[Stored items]
-------------------------

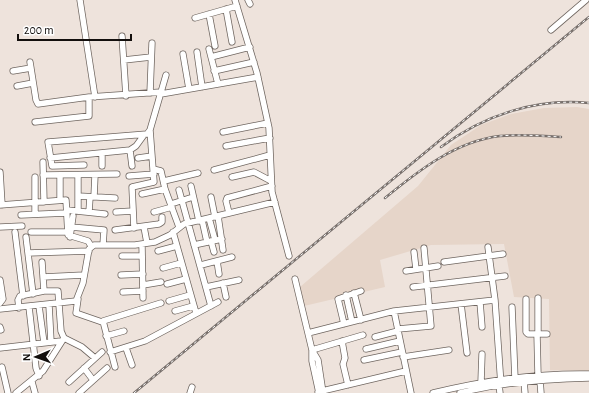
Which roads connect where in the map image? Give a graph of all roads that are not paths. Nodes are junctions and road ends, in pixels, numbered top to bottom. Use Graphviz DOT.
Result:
graph roads {
  1 [pos="80,0"];
  2 [pos="235,0"];
  3 [pos="586,0"];
  4 [pos="237,6"];
  5 [pos="226,9"];
  6 [pos="209,14"];
  7 [pos="195,18"];
  8 [pos="551,30"];
  9 [pos="122,36"];
  10 [pos="232,42"];
  11 [pos="152,43"];
  12 [pos="215,46"];
  13 [pos="250,47"];
  14 [pos="209,49"];
  15 [pos="196,52"];
  16 [pos="183,54"];
  17 [pos="151,57"];
  18 [pos="211,57"];
  19 [pos="124,60"];
  20 [pos="254,62"];
  21 [pos="13,71"];
  22 [pos="214,71"];
  23 [pos="166,75"];
  24 [pos="258,77"];
  25 [pos="33,83"];
  26 [pos="218,84"];
  27 [pos="17,86"];
  28 [pos="202,86"];
  29 [pos="189,89"];
  30 [pos="150,93"];
  31 [pos="161,93"];
  32 [pos="126,96"];
  33 [pos="92,97"];
  34 [pos="35,122"];
  35 [pos="268,123"];
  36 [pos="150,130"];
  37 [pos="222,132"];
  38 [pos="144,135"];
  39 [pos="270,138"];
  40 [pos="226,146"];
  41 [pos="130,150"];
  42 [pos="102,153"];
  43 [pos="270,155"];
  44 [pos="152,156"];
  45 [pos="50,158"];
  46 [pos="138,158"];
  47 [pos="43,162"];
  48 [pos="84,165"];
  49 [pos="102,166"];
  50 [pos="132,166"];
  51 [pos="214,170"];
  52 [pos="0,172"];
  53 [pos="154,172"];
  54 [pos="198,173"];
  55 [pos="95,174"];
  56 [pos="117,174"];
  57 [pos="43,175"];
  58 [pos="60,175"];
  59 [pos="78,175"];
  60 [pos="144,175"];
  61 [pos="129,176"];
  62 [pos="35,177"];
  63 [pos="232,177"];
  64 [pos="164,181"];
  65 [pos="271,183"];
  66 [pos="145,184"];
  67 [pos="191,186"];
  68 [pos="165,189"];
  69 [pos="179,190"];
  70 [pos="78,196"];
  71 [pos="92,197"];
  72 [pos="193,197"];
  73 [pos="210,197"];
  74 [pos="115,198"];
  75 [pos="60,200"];
  76 [pos="182,201"];
  77 [pos="35,202"];
  78 [pos="44,202"];
  79 [pos="275,202"];
  80 [pos="1,205"];
  81 [pos="171,206"];
  82 [pos="66,211"];
  83 [pos="78,211"];
  84 [pos="133,211"];
  85 [pos="89,212"];
  86 [pos="116,212"];
  87 [pos="154,212"];
  88 [pos="229,213"];
  89 [pos="35,214"];
  90 [pos="105,214"];
  91 [pos="21,215"];
  92 [pos="73,216"];
  93 [pos="162,217"];
  94 [pos="214,217"];
  95 [pos="200,221"];
  96 [pos="189,223"];
  97 [pos="22,226"];
  98 [pos="179,226"];
  99 [pos="0,227"];
  100 [pos="71,227"];
  101 [pos="144,227"];
  102 [pos="134,228"];
  103 [pos="114,230"];
  104 [pos="15,232"];
  105 [pos="31,232"];
  106 [pos="173,232"];
  107 [pos="68,235"];
  108 [pos="26,237"];
  109 [pos="222,239"];
  110 [pos="211,241"];
  111 [pos="144,244"];
  112 [pos="103,245"];
  113 [pos="194,245"];
  114 [pos="177,246"];
  115 [pos="488,247"];
  116 [pos="424,248"];
  117 [pos="90,249"];
  118 [pos="223,250"];
  119 [pos="158,251"];
  120 [pos="214,252"];
  121 [pos="414,252"];
  122 [pos="28,253"];
  123 [pos="503,254"];
  124 [pos="122,256"];
  125 [pos="142,256"];
  126 [pos="289,256"];
  127 [pos="489,256"];
  128 [pos="232,257"];
  129 [pos="217,261"];
  130 [pos="42,262"];
  131 [pos="444,262"];
  132 [pos="181,263"];
  133 [pos="201,265"];
  134 [pos="438,266"];
  135 [pos="426,267"];
  136 [pos="163,268"];
  137 [pos="416,269"];
  138 [pos="406,271"];
  139 [pos="143,274"];
  140 [pos="219,274"];
  141 [pos="84,275"];
  142 [pos="121,275"];
  143 [pos="505,276"];
  144 [pos="43,277"];
  145 [pos="492,277"];
  146 [pos="186,279"];
  147 [pos="295,279"];
  148 [pos="239,280"];
  149 [pos="0,281"];
  150 [pos="161,282"];
  151 [pos="223,283"];
  152 [pos="167,284"];
  153 [pos="428,286"];
  154 [pos="206,287"];
  155 [pos="413,287"];
  156 [pos="143,288"];
  157 [pos="362,290"];
  158 [pos="44,291"];
  159 [pos="123,292"];
  160 [pos="354,293"];
  161 [pos="34,294"];
  162 [pos="190,295"];
  163 [pos="346,295"];
  164 [pos="23,296"];
  165 [pos="226,297"];
  166 [pos="143,298"];
  167 [pos="538,298"];
  168 [pos="78,299"];
  169 [pos="526,299"];
  170 [pos="495,300"];
  171 [pos="169,301"];
  172 [pos="161,302"];
  173 [pos="218,302"];
  174 [pos="480,302"];
  175 [pos="0,303"];
  176 [pos="59,304"];
  177 [pos="461,304"];
  178 [pos="49,305"];
  179 [pos="39,306"];
  180 [pos="193,306"];
  181 [pos="211,306"];
  182 [pos="28,307"];
  183 [pos="430,307"];
  184 [pos="512,307"];
  185 [pos="19,308"];
  186 [pos="0,310"];
  187 [pos="394,311"];
  188 [pos="175,312"];
  189 [pos="196,313"];
  190 [pos="361,320"];
  191 [pos="102,322"];
  192 [pos="352,322"];
  193 [pos="344,324"];
  194 [pos="482,327"];
  195 [pos="398,330"];
  196 [pos="124,331"];
  197 [pos="308,334"];
  198 [pos="538,334"];
  199 [pos="547,334"];
  200 [pos="363,335"];
  201 [pos="106,336"];
  202 [pos="375,337"];
  203 [pos="63,340"];
  204 [pos="400,340"];
  205 [pos="342,341"];
  206 [pos="51,342"];
  207 [pos="44,343"];
  208 [pos="33,344"];
  209 [pos="0,348"];
  210 [pos="126,348"];
  211 [pos="366,349"];
  212 [pos="312,350"];
  213 [pos="448,350"];
  214 [pos="102,352"];
  215 [pos="110,352"];
  216 [pos="467,353"];
  217 [pos="403,354"];
  218 [pos="482,354"];
  219 [pos="95,358"];
  220 [pos="364,360"];
  221 [pos="132,365"];
  222 [pos="2,367"];
  223 [pos="115,367"];
  224 [pos="84,368"];
  225 [pos="107,368"];
  226 [pos="406,371"];
  227 [pos="589,374"];
  228 [pos="39,376"];
  229 [pos="539,377"];
  230 [pos="2,378"];
  231 [pos="589,378"];
  232 [pos="93,380"];
  233 [pos="515,380"];
  234 [pos="32,382"];
  235 [pos="69,382"];
  236 [pos="481,382"];
  237 [pos="524,382"];
  238 [pos="500,383"];
  239 [pos="348,385"];
  240 [pos="0,390"];
  241 [pos="485,390"];
  242 [pos="7,391"];
  243 [pos="20,392"];
  244 [pos="321,392"];
  245 [pos="35,393"];
  246 [pos="79,393"];
  247 [pos="410,393"];
  248 [pos="433,393"];
  249 [pos="460,393"];
  250 [pos="500,393"];
  251 [pos="525,393"];
  252 [pos="541,393"];
  1 -- 33 [label="street"];
  2 -- 4 [label="street"];
  3 -- 8 [label="street"];
  4 -- 5 [label="street"];
  4 -- 13 [label="street"];
  5 -- 6 [label="street"];
  5 -- 10 [label="street"];
  6 -- 7 [label="street"];
  6 -- 12 [label="street"];
  9 -- 19 [label="street"];
  11 -- 17 [label="street"];
  13 -- 18 [label="street"];
  13 -- 20 [label="street"];
  14 -- 18 [label="street"];
  15 -- 28 [label="street"];
  16 -- 29 [label="street"];
  17 -- 19 [label="street"];
  17 -- 30 [label="street"];
  18 -- 22 [label="street"];
  19 -- 32 [label="street"];
  20 -- 22 [label="street"];
  20 -- 24 [label="street"];
  21 -- 25 [label="street"];
  22 -- 26 [label="street"];
  23 -- 31 [label="street"];
  24 -- 26 [label="street"];
  24 -- 35 [label="street"];
  25 -- 27 [label="street"];
  25 -- 33 [label="street"];
  26 -- 28 [label="street"];
  28 -- 29 [label="street"];
  29 -- 31 [label="street"];
  30 -- 31 [label="street"];
  30 -- 32 [label="street"];
  31 -- 36 [label="street"];
  32 -- 33 [label="street"];
  33 -- 34 [label="street"];
  35 -- 37 [label="street"];
  35 -- 39 [label="street"];
  36 -- 38 [label="street"];
  36 -- 44 [label="street"];
  38 -- 41 [label="street"];
  38 -- 45 [label="street"];
  39 -- 40 [label="street"];
  39 -- 43 [label="street"];
  41 -- 42 [label="street"];
  41 -- 50 [label="street"];
  42 -- 45 [label="street"];
  42 -- 49 [label="street"];
  43 -- 51 [label="street"];
  43 -- 65 [label="street"];
  44 -- 46 [label="street"];
  44 -- 53 [label="street"];
  45 -- 48 [label="street"];
  47 -- 57 [label="street"];
  52 -- 80 [label="street"];
  53 -- 60 [label="street"];
  53 -- 64 [label="street"];
  53 -- 66 [label="street"];
  54 -- 64 [label="street"];
  55 -- 56 [label="street"];
  55 -- 59 [label="street"];
  55 -- 71 [label="street"];
  57 -- 58 [label="street"];
  57 -- 78 [label="street"];
  58 -- 59 [label="street"];
  58 -- 75 [label="street"];
  59 -- 70 [label="street"];
  60 -- 61 [label="street"];
  60 -- 66 [label="street"];
  62 -- 77 [label="street"];
  63 -- 65 [label="street"];
  64 -- 68 [label="street"];
  65 -- 79 [label="street"];
  65 -- 88 [label="street"];
  66 -- 68 [label="street"];
  66 -- 84 [label="street"];
  67 -- 72 [label="street"];
  68 -- 81 [label="street"];
  69 -- 76 [label="street"];
  70 -- 71 [label="street"];
  70 -- 83 [label="street"];
  71 -- 74 [label="street"];
  71 -- 85 [label="street"];
  72 -- 76 [label="street"];
  72 -- 95 [label="street"];
  73 -- 94 [label="street"];
  75 -- 78 [label="street"];
  75 -- 82 [label="street"];
  76 -- 81 [label="street"];
  76 -- 96 [label="street"];
  77 -- 78 [label="street"];
  77 -- 80 [label="street"];
  77 -- 89 [label="street"];
  79 -- 88 [label="street"];
  79 -- 126 [label="street"];
  81 -- 87 [label="street"];
  81 -- 98 [label="street"];
  82 -- 83 [label="street"];
  82 -- 89 [label="street"];
  82 -- 107 [label="street"];
  83 -- 85 [label="street"];
  84 -- 86 [label="street"];
  84 -- 102 [label="street"];
  85 -- 90 [label="street"];
  88 -- 94 [label="street"];
  89 -- 91 [label="street"];
  92 -- 100 [label="street"];
  93 -- 101 [label="street"];
  94 -- 95 [label="street"];
  94 -- 109 [label="street"];
  94 -- 110 [label="street"];
  95 -- 96 [label="street"];
  95 -- 110 [label="street"];
  96 -- 98 [label="street"];
  96 -- 113 [label="street"];
  97 -- 99 [label="street"];
  98 -- 106 [label="street"];
  100 -- 107 [label="street"];
  100 -- 112 [label="street"];
  101 -- 102 [label="street"];
  101 -- 111 [label="street"];
  102 -- 103 [label="street"];
  104 -- 164 [label="street"];
  105 -- 107 [label="street"];
  106 -- 111 [label="street"];
  106 -- 114 [label="street"];
  107 -- 117 [label="street"];
  108 -- 122 [label="street"];
  109 -- 110 [label="street"];
  109 -- 118 [label="street"];
  110 -- 113 [label="street"];
  110 -- 120 [label="street"];
  111 -- 112 [label="street"];
  111 -- 125 [label="street"];
  112 -- 117 [label="street"];
  113 -- 133 [label="street"];
  114 -- 119 [label="street"];
  114 -- 132 [label="street"];
  115 -- 127 [label="street"];
  116 -- 135 [label="street"];
  117 -- 122 [label="street"];
  117 -- 141 [label="street"];
  121 -- 137 [label="street"];
  122 -- 161 [label="street"];
  123 -- 127 [label="street"];
  124 -- 125 [label="street"];
  125 -- 139 [label="street"];
  127 -- 131 [label="street"];
  127 -- 145 [label="street"];
  128 -- 129 [label="street"];
  129 -- 133 [label="street"];
  129 -- 140 [label="street"];
  130 -- 144 [label="street"];
  132 -- 136 [label="street"];
  132 -- 146 [label="street"];
  133 -- 154 [label="street"];
  134 -- 135 [label="street"];
  135 -- 137 [label="street"];
  135 -- 153 [label="street"];
  137 -- 138 [label="street"];
  139 -- 142 [label="street"];
  139 -- 156 [label="street"];
  141 -- 144 [label="street"];
  141 -- 168 [label="street"];
  143 -- 145 [label="street"];
  144 -- 158 [label="street"];
  145 -- 153 [label="street"];
  145 -- 170 [label="street"];
  146 -- 152 [label="street"];
  146 -- 162 [label="street"];
  147 -- 197 [label="street"];
  148 -- 151 [label="street"];
  149 -- 175 [label="street"];
  150 -- 156 [label="street"];
  151 -- 154 [label="street"];
  151 -- 165 [label="street"];
  153 -- 155 [label="street"];
  153 -- 183 [label="street"];
  154 -- 181 [label="street"];
  156 -- 159 [label="street"];
  156 -- 166 [label="street"];
  157 -- 160 [label="street"];
  158 -- 161 [label="street"];
  158 -- 176 [label="street"];
  160 -- 163 [label="street"];
  160 -- 190 [label="street"];
  161 -- 164 [label="street"];
  162 -- 171 [label="street"];
  162 -- 180 [label="street"];
  163 -- 192 [label="street"];
  163 -- 193 [label="street"];
  164 -- 185 [label="street"];
  167 -- 198 [label="street"];
  168 -- 176 [label="street"];
  168 -- 191 [label="street"];
  169 -- 198 [label="street"];
  170 -- 174 [label="street"];
  170 -- 238 [label="street"];
  172 -- 191 [label="street"];
  173 -- 181 [label="street"];
  174 -- 177 [label="street"];
  174 -- 194 [label="street"];
  176 -- 178 [label="street"];
  176 -- 203 [label="street"];
  177 -- 183 [label="street"];
  177 -- 216 [label="street"];
  178 -- 179 [label="street"];
  178 -- 206 [label="street"];
  179 -- 182 [label="street"];
  179 -- 207 [label="street"];
  180 -- 188 [label="street"];
  180 -- 189 [label="street"];
  181 -- 189 [label="street"];
  182 -- 185 [label="street"];
  182 -- 208 [label="street"];
  183 -- 187 [label="street"];
  183 -- 195 [label="street"];
  184 -- 233 [label="street"];
  185 -- 186 [label="street"];
  187 -- 190 [label="street"];
  187 -- 195 [label="street"];
  189 -- 210 [label="street"];
  190 -- 192 [label="street"];
  191 -- 201 [label="street"];
  192 -- 193 [label="street"];
  193 -- 197 [label="street"];
  195 -- 202 [label="street"];
  195 -- 204 [label="street"];
  196 -- 201 [label="street"];
  197 -- 212 [label="street"];
  198 -- 199 [label="street"];
  198 -- 229 [label="street"];
  200 -- 205 [label="street"];
  201 -- 215 [label="street"];
  203 -- 206 [label="street"];
  203 -- 219 [label="street"];
  203 -- 228 [label="street"];
  204 -- 211 [label="street"];
  204 -- 217 [label="street"];
  205 -- 212 [label="street"];
  205 -- 239 [label="street"];
  206 -- 207 [label="street"];
  207 -- 208 [label="street"];
  208 -- 209 [label="street"];
  208 -- 228 [label="street"];
  210 -- 215 [label="street"];
  210 -- 221 [label="street"];
  212 -- 244 [label="street"];
  213 -- 217 [label="street"];
  214 -- 219 [label="street"];
  215 -- 223 [label="street"];
  217 -- 220 [label="street"];
  217 -- 226 [label="street"];
  218 -- 236 [label="street"];
  219 -- 224 [label="street"];
  222 -- 230 [label="street"];
  224 -- 232 [label="street"];
  224 -- 235 [label="street"];
  225 -- 232 [label="street"];
  226 -- 239 [label="street"];
  226 -- 247 [label="street"];
  227 -- 229 [label="street"];
  228 -- 234 [label="street"];
  229 -- 231 [label="street"];
  229 -- 233 [label="street"];
  229 -- 237 [label="street"];
  229 -- 252 [label="street"];
  230 -- 242 [label="street"];
  232 -- 246 [label="street"];
  233 -- 237 [label="street"];
  233 -- 238 [label="street"];
  234 -- 243 [label="street"];
  234 -- 245 [label="street"];
  236 -- 238 [label="street"];
  236 -- 248 [label="street"];
  237 -- 251 [label="street"];
  238 -- 241 [label="street"];
  238 -- 250 [label="street"];
  239 -- 244 [label="street"];
  240 -- 242 [label="street"];
  241 -- 249 [label="street"];
}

-------------------------

= The task =
All lines in the entries above that hold the word "roads" need to be copied.

= Your response =
Which roads connect where in the map image? Give a graph of all roads that are not paths. Nodes are junctions and road ends, in pixels, numbered top to bottom. Use Graphviz DOT.
graph roads {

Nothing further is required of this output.